On 2016/10/17 10:40 PM, Ben Newberg wrote:
First off, my apologies for hijacking this thread.
But I've seen some strange things when messing with pragma writable_schema.
It appears all bets are off?

example: create a table of columns (x, y, z), and fill it with values.
then, modify sqlite_master to take out column z.
let's say later on down the line, you either add a column using the
pragma writable_schema, or the ALTER TABLE.
What happens is the new column is filled with the old column's values://...

Correct. Note that what you see is not "how it works", this is just one possible outcome, a corruption opportunity that happens to go o.k.

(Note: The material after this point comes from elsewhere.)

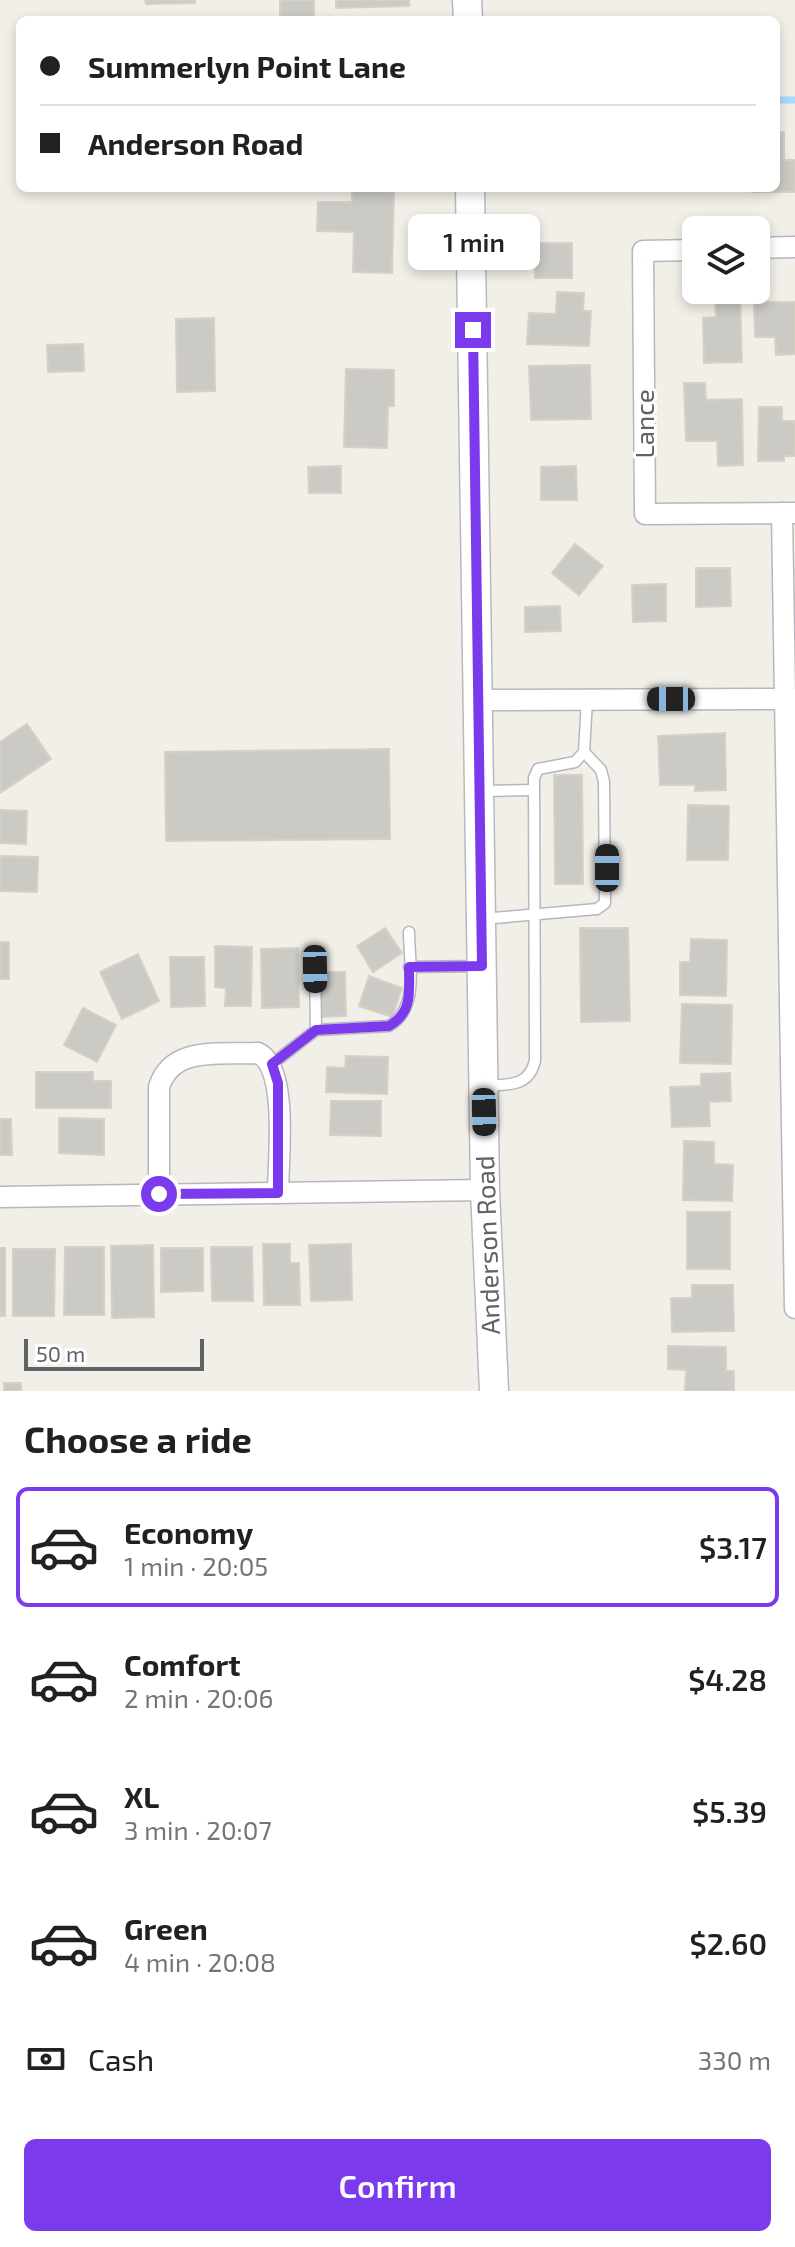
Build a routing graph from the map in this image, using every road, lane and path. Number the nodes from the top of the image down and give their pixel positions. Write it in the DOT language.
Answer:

Imagine a train on a circuit track (perhaps a plastic-track toy train is the best example here). If you remove some rails in a straight section, and the ground is firm, the train /might/ keep going in a straight line and end up back on its tracks after the removed section. If later you replace the track, or place a new different track in the same place, the train may just recover its complete original operation. If you remove a curved section however, and/or replace with a different section, the train may get completely derailed.

What you have done here is messed with the tracks of a train, but not enough to completely derail (corrupt) it yet... and then replaced them regaining original form. The fact it still works is a matter of fortune or happenstance of the specific changes and not a contractual obligation of functioning - all bets are indeed off once you manually change the tracks.

The only reason the writable schema pragma exists is that sometimes, in special circumstances, you may want to make a change that either cannot be done through standard API, or you want to make the schema readable to an earlier version (perhaps even to try recover a broken database or such) - it is in no way a means of achieving standard functionality, hence carrying the warning. Usually it's safe when there's no data in the DB yet, but once there is a running train (data) and you manually adjust the tracks (schema), all data guarantees are void.

For almost any change to the DB you can fathom, there exists (or can be devised) some SQL script that will achieve the same without resorting to schema fiddling.